7 Best Steps To Creating a Good Estate Plan

You may have heard that you need to make an “estate plan,” but what does an estate plan cover and how do to make one? Here is a simple list of the most important estate planning issues to consider.

1. Calculate Your Net Worth

The very first step in building a good estate plan is to determine your net worth. It’s relatively easy to make a quick calculation of your net worth by adding up rough estimates of the values of all of your assets – including bank and investment accounts, personal property (jewellery, collectibles, cars, boats), pension plans, death benefit of life insurance, business interests, monies owed to you, oil and mineral rights, stocks and shares, bonds and real estate. Once you have added all of your assets you will then need to subtract the total all of your liabilities including credit card debt, car finance, other personal loans, and mortgages.

Once you have calculated your net worth you will need to figure out how much inheritance tax you will be subjected to.

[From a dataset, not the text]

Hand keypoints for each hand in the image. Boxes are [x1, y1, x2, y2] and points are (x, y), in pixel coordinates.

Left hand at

2. Assess Your Financial and Family Needs for an Estate Plan

For some people creating an estate plan allows them to be confident in knowing that ownership of their assets will be split up exactly how they want without the need to go through court or legal proceedings. For some it allows them to be comfortable knowing that their family members are properly looked after, this is usually the case if you have young children, a blended family or a large family. Others may not have any family and want to make sure that those closest to them or causes they support receive a part of their estate.
Once you determine your overall need for an estate plan, be it for financial or family reasons, or both, the next step is to find and hire a qualified estate planning lawyer or regulated estate planning specialist to help you create your estate plan.

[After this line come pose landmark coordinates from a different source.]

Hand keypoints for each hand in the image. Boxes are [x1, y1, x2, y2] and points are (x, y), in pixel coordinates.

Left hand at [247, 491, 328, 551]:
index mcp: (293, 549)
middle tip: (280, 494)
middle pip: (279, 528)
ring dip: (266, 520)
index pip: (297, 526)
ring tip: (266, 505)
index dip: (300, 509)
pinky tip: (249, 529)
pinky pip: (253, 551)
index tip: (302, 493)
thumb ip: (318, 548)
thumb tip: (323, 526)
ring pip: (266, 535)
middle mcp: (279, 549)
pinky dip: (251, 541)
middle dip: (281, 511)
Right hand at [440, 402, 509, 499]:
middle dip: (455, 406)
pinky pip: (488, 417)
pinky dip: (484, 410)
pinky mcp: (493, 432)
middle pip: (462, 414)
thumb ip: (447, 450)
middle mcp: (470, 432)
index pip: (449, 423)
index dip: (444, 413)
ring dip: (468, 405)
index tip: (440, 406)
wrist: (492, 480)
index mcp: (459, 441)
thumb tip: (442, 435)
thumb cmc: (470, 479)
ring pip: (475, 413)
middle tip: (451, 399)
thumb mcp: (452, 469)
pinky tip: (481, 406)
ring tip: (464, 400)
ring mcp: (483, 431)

3. Determine if a Will is Enough

Once you meet with your estate planner it is always a good idea to determine if a will alone is suitable for your needs or whether you may need to take further steps such as setting up a living trust (a legal entity created to hold ownership of an individual’s assets).

4. Create a Plan for What Happens if You Become Mentally Incapacitated.

Disability planning is an important part of any estate plan, and yet it’s often given less attention than planning for what happens after someone dies. Without a good disability plan, your assets may end up in a court-supervised guardianship.

5. Create a Plan for What Happens After You Die

Once you’ve designed a good disability plan, the next step is to create a plan for what happens after you die. This will include deciding who will inherit what and when they’ll get it. Only you can decide if you want to leave your estate to family, friends, and/or charity. Once you decide who, you will need to make a plan for when they’ll get it.

6. Choose your Executors

As part of putting your estate plan together, you will not only need to decide what should happen to you and your property if you become disabled and what should happen to your property after you die, you will also need to decide who should be in charge of carrying out your wishes.
Selecting the right people as your estate planning executors is probably more important than deciding who gets what and when they’ll get it. Why? Because if the people you’ve chosen don’t want to or simply can’t serve, or if the people you’ve chosen do a bad job, then your beneficiaries will be unhappy and important decisions will be left up to a judge. In other words, all of that good money that you spent on your estate plan will have been wasted. It is also important to note that you can choose different people or institutions to fill different roles and multiple people or institutions to serve together, such as two people and an institution to manage finances and one person to make health care decisions

7. Review and Update Your Estate Plan

Once you’ve completed steps 1-6, unfortunately, you won’t be done with your estate plan. Why? Because things will happen day in and day out that will have a direct impact on your estate plan. In other words, the estate plan that you create today will be the perfect plan for you and your loved ones at this given point in your lives. But next week, or next month, or next year your life will go through a multitude of experiences, both good and bad, that will make today’s perfect estate plan not so perfect tomorrow.

For example, you could get married or divorced; have or adopt children; buy or sell a business; retire; move country; win the lottery; lose your spouse or other loved one due to an illness or injury or inherit a small fortune from a family member or friend. Aside from this, inheritance tax and gifting legislations can and will change. All of these things will have a direct impact on your estate plan, and so you will need to keep on top of these things in order to keep your estate plan up to date so that it will continue to work as you expect it to work as the years go by.

Don’t be lulled into a false sense of security once your initial estate plan is in place. Estate planning is a lifelong process, not a one-shot deal, and your plan needs to change as your life and the laws change.